I lead a team of undergraduate researchers in software engineering and NLP tool development at the Neural Tuning of Reading Lab, advised by Dr. Jeremy Purcell at the University of Maryland. My work centers on building computational linguistics pipelines for analyzing spelling-sound relationships, developing open source tooling for the research community, and running technical analyses for upcoming publications on reading and language processing.
Research Focus
The Neural Tuning of Reading lab investigates how neural mechanisms tune to spelling-sound relationships during reading acquisition. A core focus is the computational modeling of phonographeme mappings – the systematic correspondences between phonemes (speech sounds) and graphemes (letter sequences) – at multiple linguistic grain sizes (phoneme-grapheme, onset-rime, syllable level). English is an opaque orthography, meaning spelling-sound mappings are inconsistent, which makes it a particularly rich domain for building NLP tools that quantify and analyze these irregularities.

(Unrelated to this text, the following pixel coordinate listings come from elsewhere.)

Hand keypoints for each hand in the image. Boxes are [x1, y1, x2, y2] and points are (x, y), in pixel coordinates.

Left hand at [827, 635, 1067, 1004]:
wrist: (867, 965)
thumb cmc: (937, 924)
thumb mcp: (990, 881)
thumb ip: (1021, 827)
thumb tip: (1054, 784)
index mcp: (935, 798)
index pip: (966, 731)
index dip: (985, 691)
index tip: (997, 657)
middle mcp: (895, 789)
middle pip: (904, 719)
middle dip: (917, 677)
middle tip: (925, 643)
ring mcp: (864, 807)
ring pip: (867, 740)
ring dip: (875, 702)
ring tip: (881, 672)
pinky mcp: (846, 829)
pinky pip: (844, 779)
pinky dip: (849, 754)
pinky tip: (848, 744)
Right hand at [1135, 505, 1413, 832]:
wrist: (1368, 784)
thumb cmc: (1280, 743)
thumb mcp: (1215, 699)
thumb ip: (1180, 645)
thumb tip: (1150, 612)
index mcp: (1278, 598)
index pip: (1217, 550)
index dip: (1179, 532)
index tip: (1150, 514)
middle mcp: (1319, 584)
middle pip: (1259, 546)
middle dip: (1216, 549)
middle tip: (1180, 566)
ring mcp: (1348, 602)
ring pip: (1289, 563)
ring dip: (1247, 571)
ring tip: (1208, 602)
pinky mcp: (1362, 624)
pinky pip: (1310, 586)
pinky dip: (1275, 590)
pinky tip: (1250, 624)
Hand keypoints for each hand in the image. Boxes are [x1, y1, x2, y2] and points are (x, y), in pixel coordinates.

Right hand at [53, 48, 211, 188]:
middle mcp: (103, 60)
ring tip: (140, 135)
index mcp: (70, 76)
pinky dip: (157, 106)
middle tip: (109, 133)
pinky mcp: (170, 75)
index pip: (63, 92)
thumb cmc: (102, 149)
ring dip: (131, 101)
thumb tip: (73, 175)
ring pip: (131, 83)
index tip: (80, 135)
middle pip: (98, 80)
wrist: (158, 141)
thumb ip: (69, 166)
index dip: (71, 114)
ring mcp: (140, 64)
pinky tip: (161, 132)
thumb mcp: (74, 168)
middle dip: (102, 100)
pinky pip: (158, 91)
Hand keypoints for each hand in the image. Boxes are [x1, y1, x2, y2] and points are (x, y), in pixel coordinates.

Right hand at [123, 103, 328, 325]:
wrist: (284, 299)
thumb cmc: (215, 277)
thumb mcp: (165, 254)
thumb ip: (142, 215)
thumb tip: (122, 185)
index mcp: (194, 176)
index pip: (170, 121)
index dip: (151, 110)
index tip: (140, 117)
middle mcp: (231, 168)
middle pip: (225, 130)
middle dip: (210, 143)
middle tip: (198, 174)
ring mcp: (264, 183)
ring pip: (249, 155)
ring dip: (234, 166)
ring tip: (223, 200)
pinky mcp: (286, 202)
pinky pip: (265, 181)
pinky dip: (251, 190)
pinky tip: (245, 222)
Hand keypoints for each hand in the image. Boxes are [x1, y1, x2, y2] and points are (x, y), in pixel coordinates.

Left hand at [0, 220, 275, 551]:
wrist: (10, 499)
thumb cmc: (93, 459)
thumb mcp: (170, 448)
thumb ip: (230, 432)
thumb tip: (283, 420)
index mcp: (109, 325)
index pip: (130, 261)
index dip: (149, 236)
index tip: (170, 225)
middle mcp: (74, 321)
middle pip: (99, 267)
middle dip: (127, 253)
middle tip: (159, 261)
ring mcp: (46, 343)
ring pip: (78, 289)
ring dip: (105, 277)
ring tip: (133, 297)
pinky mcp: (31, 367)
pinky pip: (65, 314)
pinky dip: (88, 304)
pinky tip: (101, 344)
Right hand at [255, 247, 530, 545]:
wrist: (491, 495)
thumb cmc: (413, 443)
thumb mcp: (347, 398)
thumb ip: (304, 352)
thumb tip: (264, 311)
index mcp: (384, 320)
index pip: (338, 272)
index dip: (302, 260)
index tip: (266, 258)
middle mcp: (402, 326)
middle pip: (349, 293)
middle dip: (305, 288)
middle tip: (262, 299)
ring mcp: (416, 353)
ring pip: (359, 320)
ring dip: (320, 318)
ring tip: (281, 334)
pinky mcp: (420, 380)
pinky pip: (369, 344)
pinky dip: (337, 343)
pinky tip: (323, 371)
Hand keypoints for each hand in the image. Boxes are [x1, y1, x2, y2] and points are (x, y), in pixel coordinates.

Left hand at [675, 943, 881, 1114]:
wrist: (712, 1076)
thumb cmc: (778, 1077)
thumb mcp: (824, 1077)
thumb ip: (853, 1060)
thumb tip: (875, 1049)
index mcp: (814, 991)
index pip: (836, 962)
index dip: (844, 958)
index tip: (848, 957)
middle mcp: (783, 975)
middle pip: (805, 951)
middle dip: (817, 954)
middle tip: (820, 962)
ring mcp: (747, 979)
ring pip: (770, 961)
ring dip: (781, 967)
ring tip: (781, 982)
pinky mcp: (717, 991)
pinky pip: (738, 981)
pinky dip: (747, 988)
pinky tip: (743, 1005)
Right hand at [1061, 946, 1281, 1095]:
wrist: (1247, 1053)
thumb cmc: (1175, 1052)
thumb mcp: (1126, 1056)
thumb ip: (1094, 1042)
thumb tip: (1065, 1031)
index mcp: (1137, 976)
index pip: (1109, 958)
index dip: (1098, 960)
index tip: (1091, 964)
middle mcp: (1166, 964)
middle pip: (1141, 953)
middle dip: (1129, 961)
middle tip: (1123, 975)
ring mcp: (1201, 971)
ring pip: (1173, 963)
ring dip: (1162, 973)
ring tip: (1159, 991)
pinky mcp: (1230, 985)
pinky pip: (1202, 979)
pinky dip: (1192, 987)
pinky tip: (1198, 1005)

Key research areas include:
- Orthography-phonology coupling in the brain
- Developmental trajectories of reading-related brain regions
- Sublexical vs. lexical processing during reading
- Pseudoword spelling as a window into sublexical representations
The Sublexical Toolkit
My primary engineering contribution is the Sublexical Toolkit, an upcoming open source language analysis package available in both R and Python. The toolkit provides researchers with comprehensive measures for analyzing spelling-sound relationships at multiple grain sizes.
Technical Contributions
My most impactful technical contributions to the toolkit involve building the computational linguistics infrastructure from the ground up:
-
NLP Data Pipeline: Built an end-to-end data ingestion and processing pipeline in Python that tokenizes words into phoneme-grapheme mapping units, resolves ambiguous segmentations, and produces structured representations suitable for downstream probability computation. This involved webscraping and parsing tens of thousands of words from several accredited dictionaries, handling edge cases in linguistic data, and ensuring data quality across multiple sources.
-
Phonographeme Probability Engine: Engineered the system that computes mapping and probability tables across syllabic positions and grain sizes – effectively a specialized language model for sublexical structure. The engine processes each word through syllabification (Maximum Onset Principle), segments it into phoneme-grapheme units, and accumulates positional frequency and probability statistics.
-
Dataset Expansion: Scaled the Toolkit’s dataset from 20,000 to 40,000+ words during the webscraping phase, ultimately curating a 22,474-word master list after deduplication and pronunciation conflict resolution.
-
Backend Refactoring: Refactored the Toolkit’s computational backend from R to Python, improving performance and maintainability while preserving the existing R interface for users who prefer it.
Multi-Level Word Decomposition
The toolkit parses each word at multiple linguistic grain sizes simultaneously. The diagram below illustrates how a single word flows through the pipeline – from raw letters to structured phoneme-grapheme, onset-rime, and onset-nucleus-coda representations.
This multi-level decomposition is the foundation of the toolkit’s 80+ derived measures. Each grain size captures different aspects of spelling-sound structure, and the probability engine computes positional statistics at every level.
Data Curation Pipeline
Building a research-quality dataset required significant data engineering. The pipeline below shows the journey from raw dictionary scrapes to the curated master word list.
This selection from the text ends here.